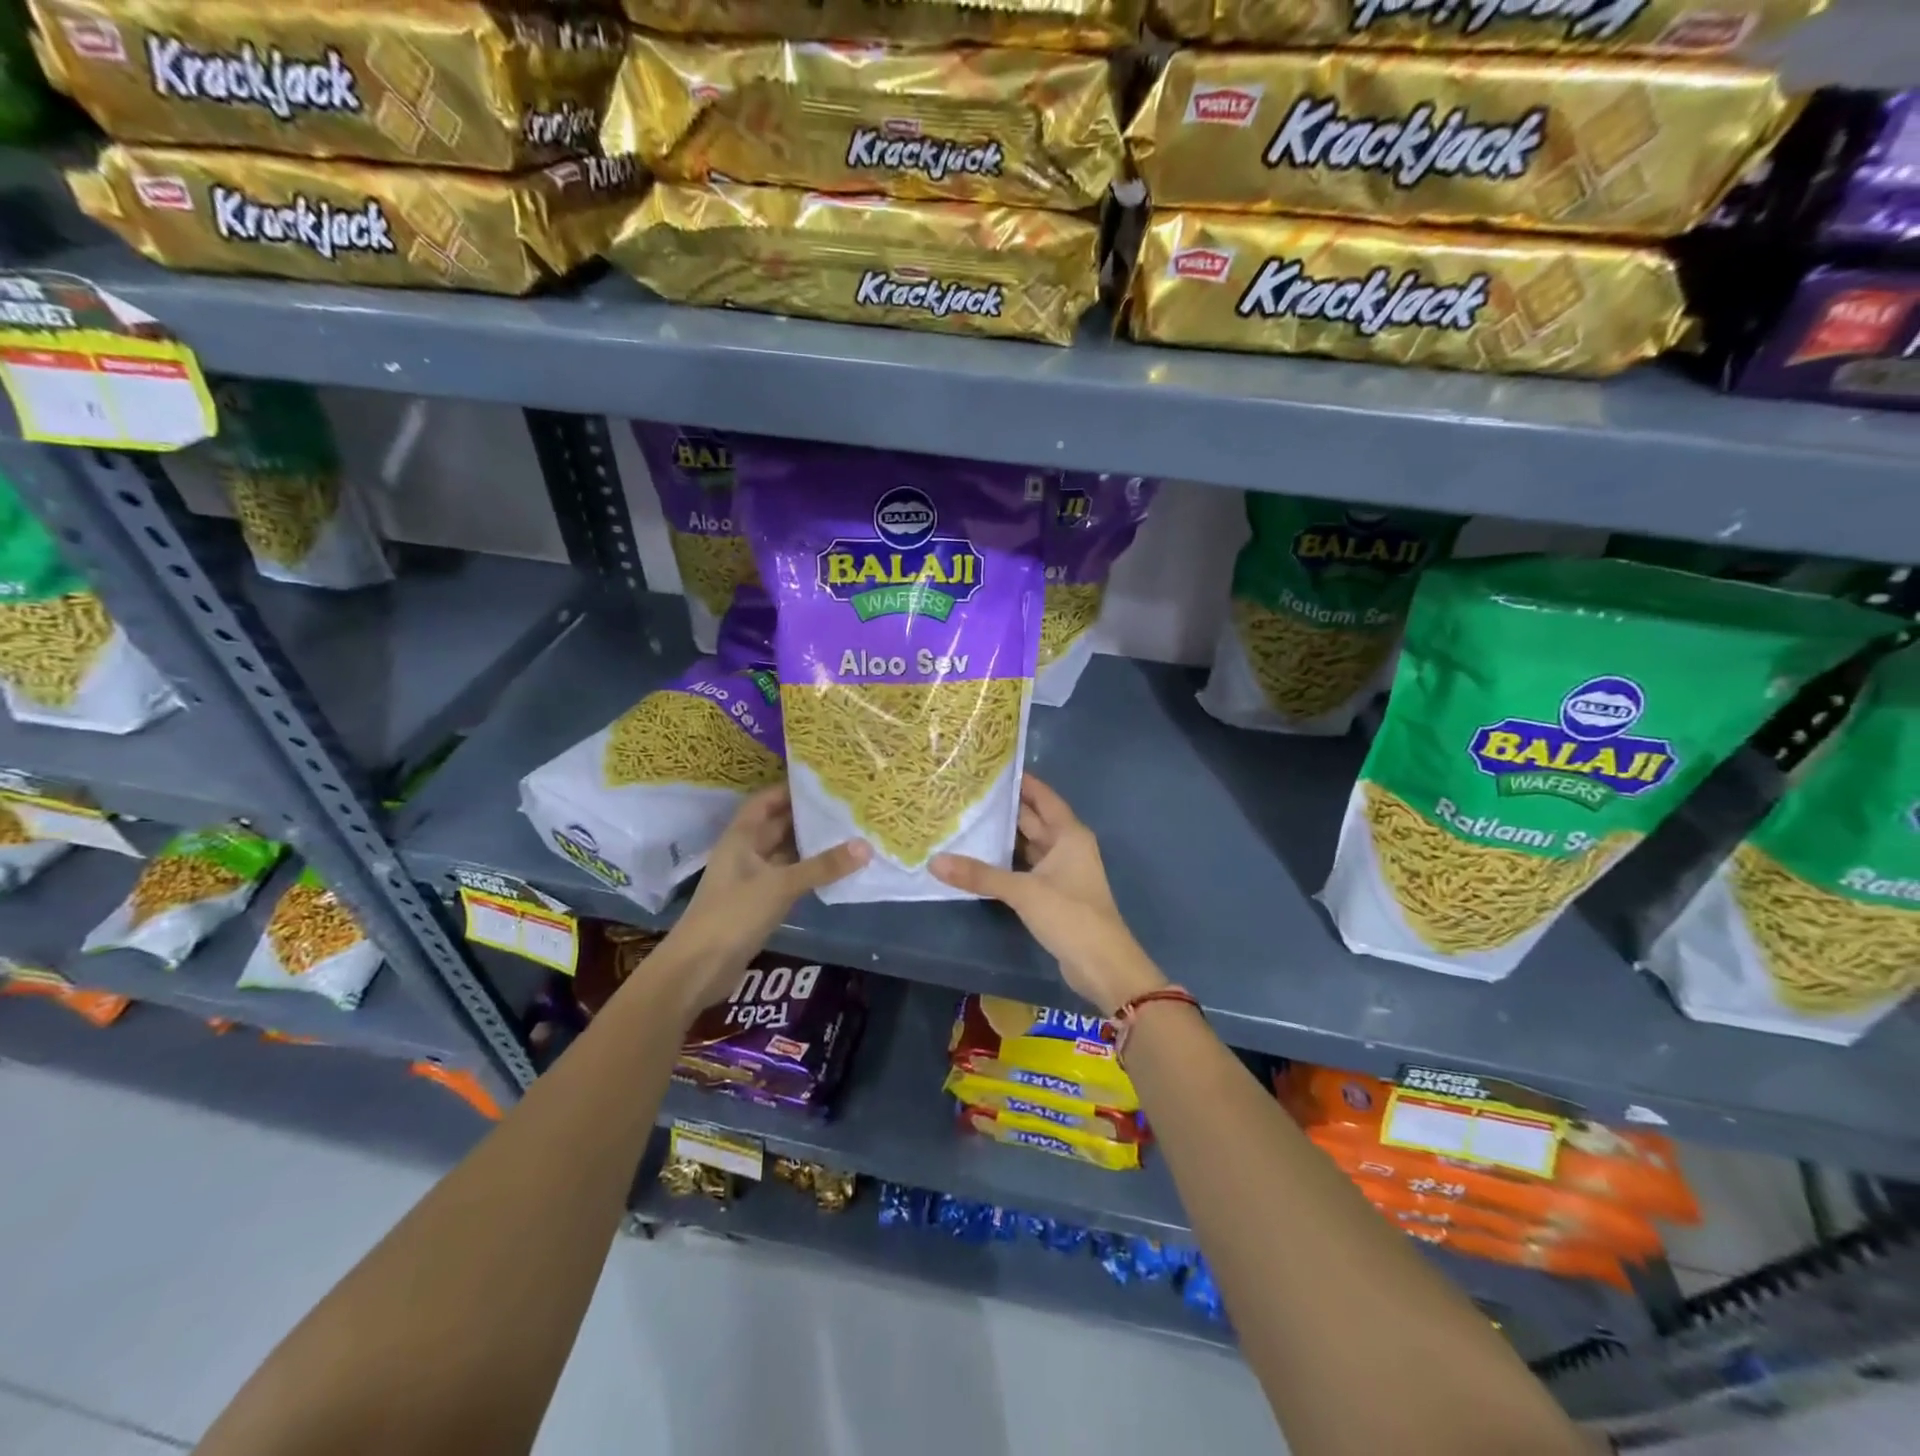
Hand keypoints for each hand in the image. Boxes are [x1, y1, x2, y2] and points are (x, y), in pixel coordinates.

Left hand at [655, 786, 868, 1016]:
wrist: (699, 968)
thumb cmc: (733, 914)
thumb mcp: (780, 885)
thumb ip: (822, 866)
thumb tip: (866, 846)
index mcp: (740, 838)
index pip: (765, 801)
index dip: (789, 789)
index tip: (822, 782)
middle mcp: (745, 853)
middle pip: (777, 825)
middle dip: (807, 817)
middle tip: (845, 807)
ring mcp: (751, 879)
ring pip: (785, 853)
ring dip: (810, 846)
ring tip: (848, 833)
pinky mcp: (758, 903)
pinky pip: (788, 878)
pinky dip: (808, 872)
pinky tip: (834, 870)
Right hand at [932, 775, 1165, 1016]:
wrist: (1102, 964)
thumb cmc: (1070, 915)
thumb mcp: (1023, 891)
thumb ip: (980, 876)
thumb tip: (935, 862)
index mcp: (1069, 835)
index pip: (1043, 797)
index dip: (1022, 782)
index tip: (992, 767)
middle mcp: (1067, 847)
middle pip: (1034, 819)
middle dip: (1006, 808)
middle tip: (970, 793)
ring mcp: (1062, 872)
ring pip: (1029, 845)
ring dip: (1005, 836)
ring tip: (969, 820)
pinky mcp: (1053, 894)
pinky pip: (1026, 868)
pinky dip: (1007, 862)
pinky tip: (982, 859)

****************

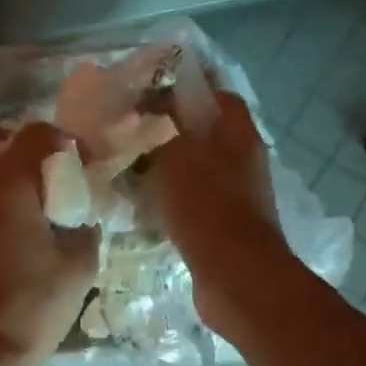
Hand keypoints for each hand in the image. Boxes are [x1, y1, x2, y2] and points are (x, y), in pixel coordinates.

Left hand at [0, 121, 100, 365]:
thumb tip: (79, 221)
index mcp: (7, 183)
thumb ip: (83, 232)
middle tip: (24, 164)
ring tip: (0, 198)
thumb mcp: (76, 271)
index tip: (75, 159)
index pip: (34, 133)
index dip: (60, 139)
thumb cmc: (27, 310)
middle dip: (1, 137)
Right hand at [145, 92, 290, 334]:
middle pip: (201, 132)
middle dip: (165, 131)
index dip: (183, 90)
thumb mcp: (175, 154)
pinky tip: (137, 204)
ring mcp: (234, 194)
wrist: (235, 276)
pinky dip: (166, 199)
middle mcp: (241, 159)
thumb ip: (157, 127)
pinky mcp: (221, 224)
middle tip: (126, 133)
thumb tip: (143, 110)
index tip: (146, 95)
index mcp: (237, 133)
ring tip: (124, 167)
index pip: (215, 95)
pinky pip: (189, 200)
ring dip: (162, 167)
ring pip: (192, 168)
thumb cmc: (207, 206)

****************

* _Your objective_: Above are the records. Copy the lines beginning at the one that has "pinky dip: (808, 872)" and ending with the one that has "pinky tip: (982, 859)", unchanged.

* _Exercise output_:
pinky dip: (808, 872)
pinky tip: (834, 870)
Right hand at [932, 775, 1165, 1016]:
wrist: (1102, 964)
thumb cmc: (1070, 915)
thumb mcp: (1023, 891)
thumb ip: (980, 876)
thumb tip: (935, 862)
index mcp: (1069, 835)
index pip: (1043, 797)
index dip: (1022, 782)
index tip: (992, 767)
middle mcp: (1067, 847)
middle pip: (1034, 819)
middle dip: (1006, 808)
middle tip: (970, 793)
ring mcp: (1062, 872)
ring pip: (1029, 845)
ring dip: (1005, 836)
ring tip: (969, 820)
pinky mcp: (1053, 894)
pinky pip: (1026, 868)
pinky dip: (1007, 862)
pinky tip: (982, 859)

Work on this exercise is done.